Blood is essential for oxygen transport, wound healing, and defence against pathogens. Short-lived mature blood cells are constantly replenished by hematopoietic stem cells (HSCs) throughout life. The production or function of blood cells is impaired in a plethora of rare genetic disorders, such as hereditary anemias (caused by insufficient numbers of functional red blood cells (RBCs)), bone marrow failure syndromes and immune deficiencies. Therapeutic options are limited and allogeneic HSC transplantation is currently the only cure. Unfortunately, for many patients there is no suitable donor available. Incomplete knowledge of disease mechanisms, partly due to scarce availability of patient-derived HSCs, impedes the development of new therapies. TRACER will focus on inherited monogenic anemias. The physiological and molecular mechanisms underlying these disorders are still incompletely understood. Our multidisciplinary team aims to employ iPSCs to: 1) study disease mechanisms, 2) generate engraftable HSCs and transfusable RBCs and 3) develop curative therapies. We will focus on mechanisms involved in congenital anemias, and on the production of RBCs and HSCs from gene-corrected iPSCs. Advanced single-cell analysis methods will delineate how HSCs are generated from iPSCs. Bioreactor technology will be applied to expand and differentiate iPSCs under controlled conditions. To ascertain maximal benefit, we will examine the ethical, legal and societal impact of these new technologies on patients, clinicians, policymakers, regulatory bodies, pharmaceutical enterprises and the general public.

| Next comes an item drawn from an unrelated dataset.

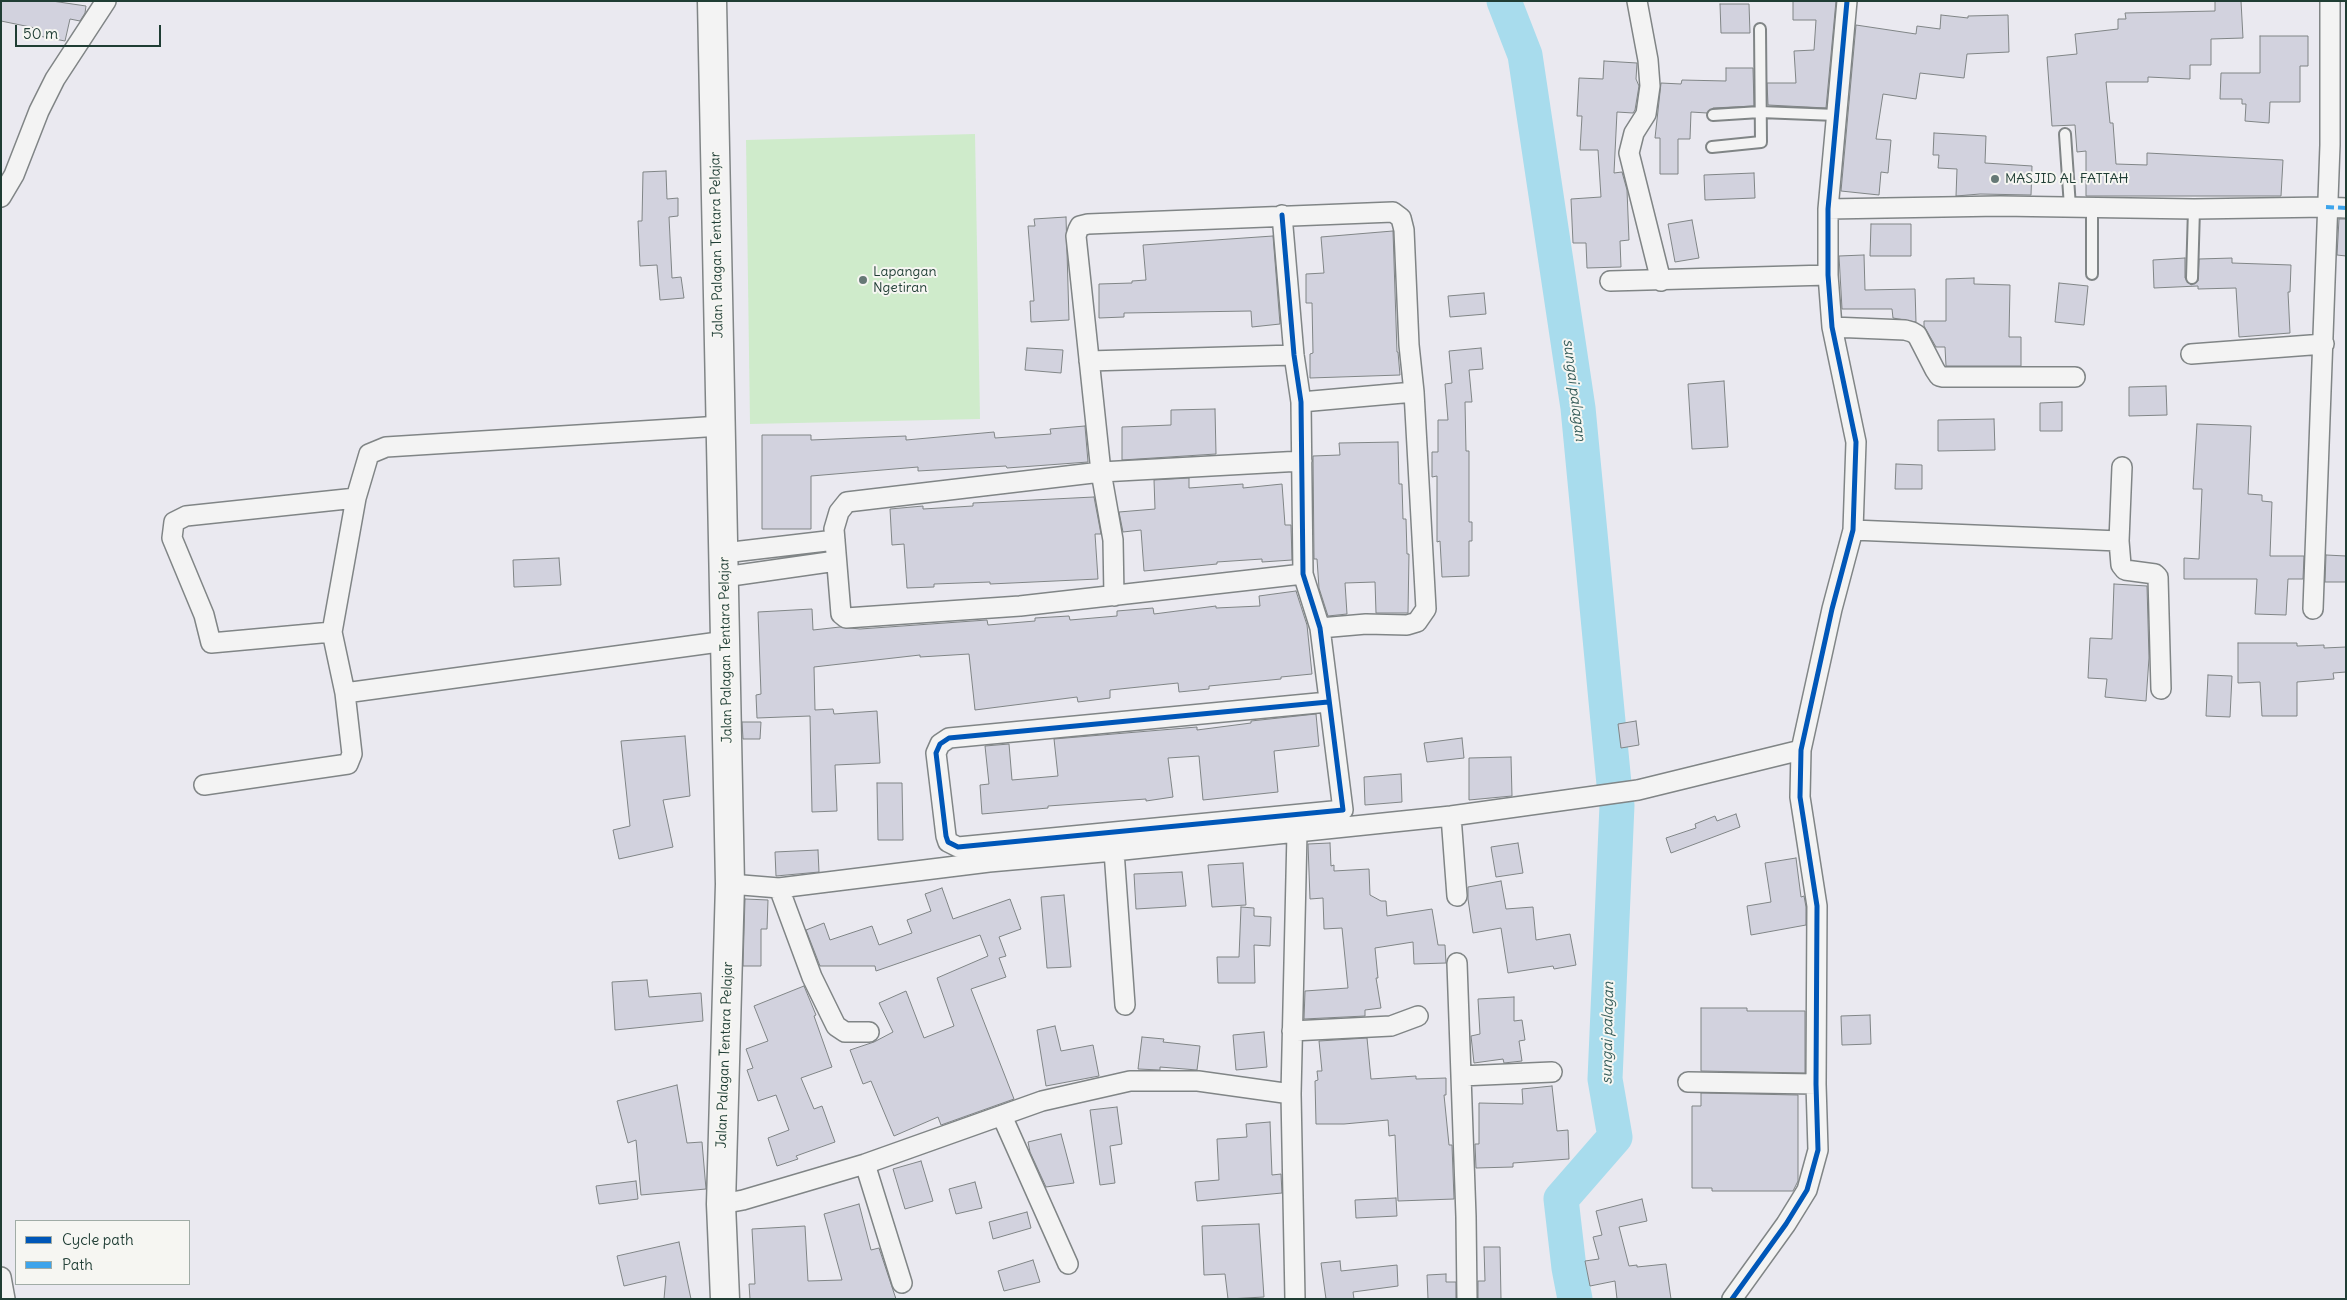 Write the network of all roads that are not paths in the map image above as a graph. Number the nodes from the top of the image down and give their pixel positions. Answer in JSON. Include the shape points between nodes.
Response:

The overall aim of the TRACER is to harness the potential of iPSCs for regeneration of the erythroid system. Our focus is on SCA and DBA, two rare monogenic anemias where innovative patient-tailored curative treatments are desperately needed. In TRACER, we aim to:
- Develop iPSC-based differentiation protocols to understand and correct rare anemias molecularly.
• Regenerate the erythroid system by developing protocols to produce iPSC-derived HSCs and RBCs.